De Werkwijze (Stappenplan):

Trek voldoende tijd uit voor deze methode, minimaal 60-75 minuten per casus, afhankelijk van de groepsgrootte en de complexiteit van de situatie.

Bereid je voor door mijn blog over betekenisgeving te lezen. In deze blog wordt uitgelegd wat betekenisgeving is en op welke manier het tot stand komt. Tot slot lees je hoe betekenisgeving je gedrag beïnvloedt. Klik HIER om deze blog te lezen.

Stap 1: Introductie van de Situatie (± 5-10 minuten)

  • Inbrenger: Beschrijft kort de feitelijke probleemsituatie. Houd het bij de kern en de meest relevante gebeurtenissen. Geef aan waarom je juist deze situatie wilt inbrengen en wat de situatie met je doet.
  • Groepsleden: Luisteren aandachtig. Stellen uitsluitend verhelderende vragen om het feitelijke beeld van de situatie helder te krijgen. Focus op W-vragen: Wie, Wat, Waar, Wanneer.

Stap 2: Eerste Verkenning van Betekenis (± 15-20 minuten)

  • Gespreksleider/Groepsleden: Helpen de inbrenger om de eigen betekenisgeving van de situatie te exploreren. Dit is de kernfase voor het ontsluiten van de initiële betekenis.
    • Kernvragen voor de inbrenger:
      • "Welke gedachten en gevoelens roept deze situatie bij je op?"
      • "Wat maakt dat deze situatie voor jou een probleem is?"
      • "Welke waarden of overtuigingen van jezelf worden hier geraakt?"
      • "Wat zegt deze situatie over jou, jouw rol, of jouw functioneren in deze context, volgens jouw eerste indruk?"
      • "Welke eerdere ervaringen komen bij je op die lijken op deze situatie, en wat betekent dat voor jou?"
      • "Als je deze situatie een titel zou geven, welke zou dat dan zijn en waarom?"
  • Inbrenger: Deelt zijn/haar gedachten, gevoelens en eerste interpretaties.
  • Groepsleden: Luisteren actief en stellen verdiepende vragen die de inbrenger helpen zijn/haar eigen betekenis verder te ontvouwen. Geen interpretaties vanuit de groep op dit moment.

Stap 3: Reflectie van de Groep op de Situatie en Betekenisgeving (± 15-20 minuten - kan in 'Roddelmethode' stijl)
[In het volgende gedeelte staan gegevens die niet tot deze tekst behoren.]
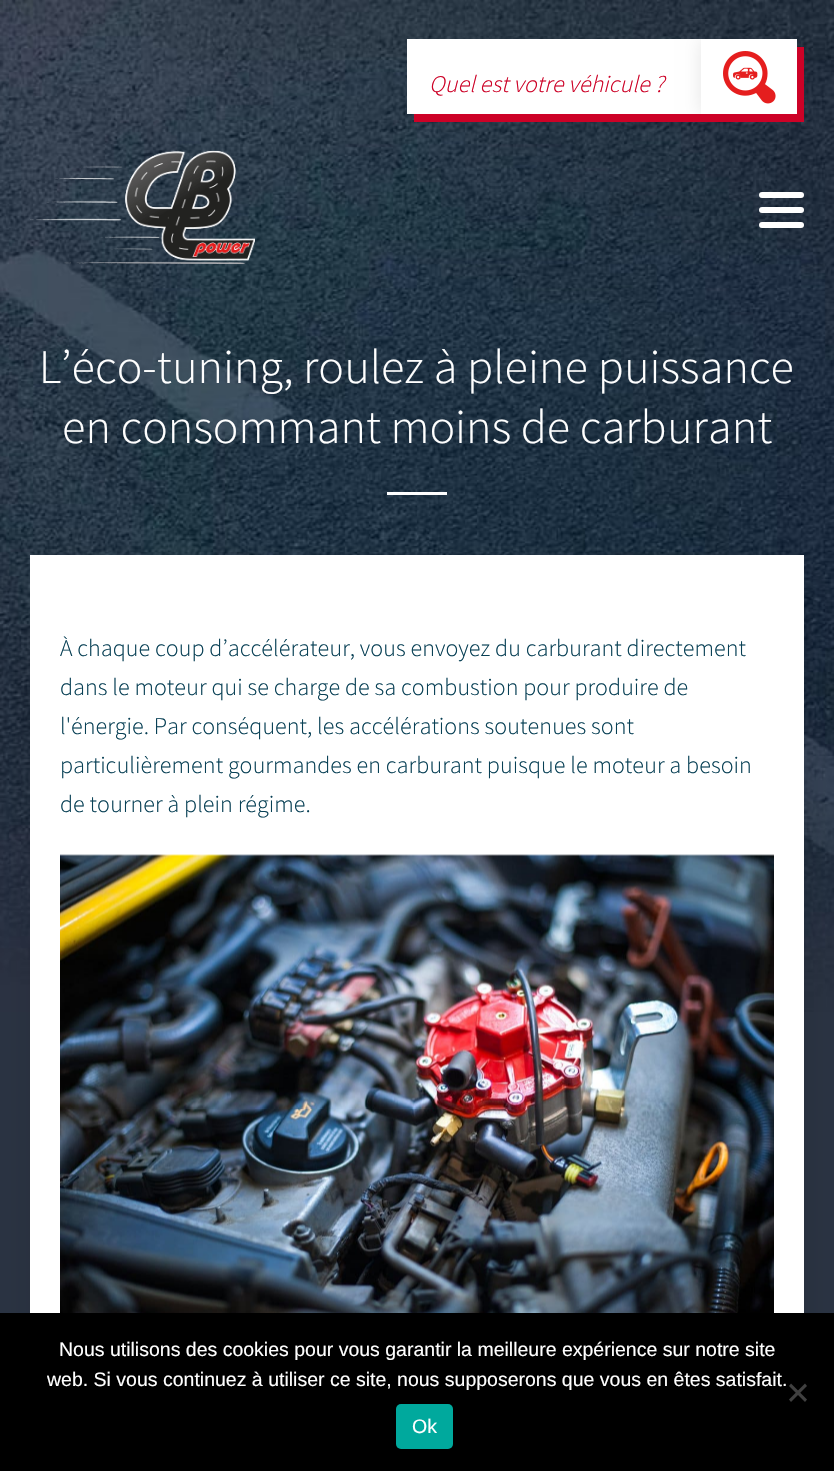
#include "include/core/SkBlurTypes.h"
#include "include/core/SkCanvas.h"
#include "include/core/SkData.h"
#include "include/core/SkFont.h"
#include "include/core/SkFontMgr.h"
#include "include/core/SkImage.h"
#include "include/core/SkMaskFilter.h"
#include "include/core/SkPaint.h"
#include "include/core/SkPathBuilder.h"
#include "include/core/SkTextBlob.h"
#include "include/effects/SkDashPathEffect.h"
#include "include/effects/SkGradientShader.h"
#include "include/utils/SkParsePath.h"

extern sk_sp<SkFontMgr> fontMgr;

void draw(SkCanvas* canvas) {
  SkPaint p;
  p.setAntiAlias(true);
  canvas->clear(SkColorSetRGB(43, 52, 67));
  canvas->drawImageRect(SkImages::DeferredFromEncodedData(SkData::MakeFromFileName("images/1.png")), SkRect::MakeLTRB(0, 0, 834, 1012), SkSamplingOptions());
  p.setColor(SkColorSetRGB(205, 2, 39));
  canvas->drawPath(SkPathBuilder().moveTo(414, 114).lineTo(414, 122).lineTo(804, 122).lineTo(804, 47).lineTo(796, 47).lineTo(796, 114).close().detach(), p);
  p.setColor(SK_ColorWHITE);
  canvas->drawRect(SkRect::MakeLTRB(407, 39, 701, 114), p);
  canvas->save();
  canvas->clipRect(SkRect::MakeLTRB(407, 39, 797, 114));
  p.setColor(SkColorSetARGB(26, 0, 0, 0));
  p.setMaskFilter(SkMaskFilter::MakeBlur(kNormal_SkBlurStyle, 9));
  canvas->drawRect(SkRect::MakeLTRB(701, 39, 797, 114), p);
  p.setMaskFilter(nullptr);
  canvas->restore();
  p.setColor(SK_ColorWHITE);
  canvas->drawRect(SkRect::MakeLTRB(701, 39, 797, 114), p);
  canvas->drawImageRect(SkImages::DeferredFromEncodedData(SkData::MakeFromFileName("images/2.png")), SkRect::MakeLTRB(723, 51, 776, 104), SkSamplingOptions());
  canvas->drawImageRect(SkImages::DeferredFromEncodedData(SkData::MakeFromFileName("images/3.png")), SkRect::MakeLTRB(30, 150, 255, 264), SkSamplingOptions());
  canvas->drawRoundRect(SkRect::MakeLTRB(759, 207, 804, 213), 3, 3, p);
  canvas->drawRoundRect(SkRect::MakeLTRB(759, 192, 804, 198), 3, 3, p);
  canvas->drawRoundRect(SkRect::MakeLTRB(759, 222, 804, 228), 3, 3, p);
  canvas->drawRect(SkRect::MakeLTRB(387, 492, 447, 495), p);
  p.setColor(SkColorSetARGB(28, 0, 0, 0));
  p.setMaskFilter(SkMaskFilter::MakeBlur(kNormal_SkBlurStyle, 20));
  canvas->drawRect(SkRect::MakeLTRB(30, 582, 804, 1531), p);
  p.setMaskFilter(nullptr);
  p.setColor(SK_ColorWHITE);
  canvas->drawRect(SkRect::MakeLTRB(30, 555, 804, 1313), p);
  canvas->drawImageRect(SkImages::DeferredFromEncodedData(SkData::MakeFromFileName("images/4.png")), SkRect::MakeLTRB(60, 854, 774, 1313), SkSamplingOptions());
  p.setColor(SK_ColorBLACK);
  canvas->drawRect(SkRect::MakeLTRB(0, 1313, 834, 1471), p);
  p.setColor(SkColorSetRGB(64, 64, 64));
  canvas->drawPath(SkPathBuilder().moveTo(805, 1383.5f).lineTo(807, 1386).lineTo(791, 1402).lineTo(789, 1399.5f).close().detach(), p);
  canvas->drawPath(SkPathBuilder().moveTo(789, 1386).lineTo(791, 1383.5f).lineTo(807, 1399.5f).lineTo(805, 1402).close().detach(), p);
  p.setColor(SkColorSetRGB(0, 169, 157));
  canvas->drawRoundRect(SkRect::MakeLTRB(396, 1404, 453, 1449), 5, 5, p);
  SkFont font1(fontMgr->matchFamilyStyle("Source Sans Pro", SkFontStyle(300, SkFontStyle::kNormal_Width, SkFontStyle::kItalic_Slant)), 24);
  font1.setSubpixel(true);
  p.setColor(SkColorSetRGB(205, 2, 39));
  canvas->drawString("Quel est votre véhicule ?", 429, 92, font1, p);
  SkFont font2(fontMgr->matchFamilyStyle("Source Sans Pro", SkFontStyle(300, SkFontStyle::kNormal_Width, SkFontStyle::kUpright_Slant)), 48);
  font2.setSubpixel(true);
  p.setColor(SK_ColorWHITE);
  canvas->drawString("L’éco-tuning, roulez à pleine puissance", 39, 383, font2, p);
  canvas->drawString("en consommant moins de carburant", 62, 443, font2, p);
  SkFont font3(fontMgr->matchFamilyStyle("Source Sans Pro", SkFontStyle(300, SkFontStyle::kNormal_Width, SkFontStyle::kUpright_Slant)), 24);
  font3.setSubpixel(true);
  p.setColor(SkColorSetRGB(8, 64, 85));
  canvas->drawString("À chaque coup d’accélérateur, vous envoyez du carburant directement", 60, 656, font3, p);
  canvas->drawString("dans le moteur qui se charge de sa combustion pour produire de", 60, 695, font3, p);
  canvas->drawString("l'énergie. Par conséquent, les accélérations soutenues sont", 60, 734, font3, p);
  canvas->drawString("particulièrement gourmandes en carburant puisque le moteur a besoin", 60, 773, font3, p);
  canvas->drawString("de tourner à plein régime.", 60, 812, font3, p);
  SkFont font4(fontMgr->matchFamilyStyle("Liberation Sans", SkFontStyle::Normal()), 19.5f);
  font4.setSubpixel(true);
  p.setColor(SK_ColorWHITE);
  canvas->drawString("Nous utilisons des cookies pour vous garantir la meilleure expérience sur notre site", 59, 1356, font4, p);
  canvas->drawString("web. Si vous continuez à utiliser ce site, nous supposerons que vous en êtes satisfait.", 47, 1386, font4, p);
  canvas->drawString("Ok", 412, 1433, font4, p);
}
  • Inbrenger: Is stil en luistert.
  • Groepsleden: Delen onderling hun reflecties op de ingebrachte situatie en de betekenisgeving van de inbrenger. Ze spreken over de inbrenger (alsof deze er niet is, vandaar de link met de Roddelmethode, maar dan gericht op betekenis en reflectie). Het doel is om de inbrenger vanuit verschillende invalshoeken reflecties en mogelijke andere betekenissen aan te bieden.
    • Suggesties voor reflecties/vragen van de groepsleden:
      • "Wat mij raakt in dit verhaal is..."
      • "Ik hoor de inbrenger zeggen/voelen dat... en dat doet me denken aan..."
      • "Een andere manier om hier naar te kijken zou kunnen zijn..." (voorzichtig geformuleerd als een mogelijkheid)
      • "Als ik dit hoor, vraag ik me af of het ook te maken kan hebben met [een breder thema, bijv. controle, erkenning, onzekerheid]..."
      • "Wat zou er gebeuren als de inbrenger deze situatie vanuit een heel ander perspectief bekijkt, bijvoorbeeld dat van [een andere betrokkene]?"
      • "Welke (professionele) waarden lijken hier in het geding te zijn, zowel voor de inbrenger als in de situatie zelf?"
      • "Welke 'blinde vlekken' of aannames zouden hier een rol kunnen spelen in de betekenisgeving van de inbrenger?"
  • Gespreksleider (indien aanwezig): Zorgt ervoor dat de reflecties respectvol en gericht op betekenisgeving blijven, niet afglijden naar probleemoplossing of ongevraagd advies.

Stap 4: Inzichten en Nieuwe Betekenissen voor de Inbrenger (± 10-15 minuten)

  • Inbrenger: Reageert op wat hij/zij gehoord heeft van de groep. Deelt welke reflecties of perspectieven nieuwe inzichten hebben gegeven of de eigen betekenisgeving hebben verrijkt of uitgedaagd.
    • Kernvragen voor de inbrenger:
      • "Wat van wat je gehoord hebt, raakt je of zet je aan het denken?"
      • "Welke nieuwe betekenissen of perspectieven ontdek je voor jezelf in deze situatie?"
      • "Hoe voelt het om vanuit deze nieuwe betekenis naar de situatie te kijken?"
      • "Wat betekent deze verruimde blik voor hoe je naar jezelf kijkt in deze situatie?"
  • Groepsleden: Luisteren en stellen eventueel verhelderende vragen over de inzichten van de inbrenger.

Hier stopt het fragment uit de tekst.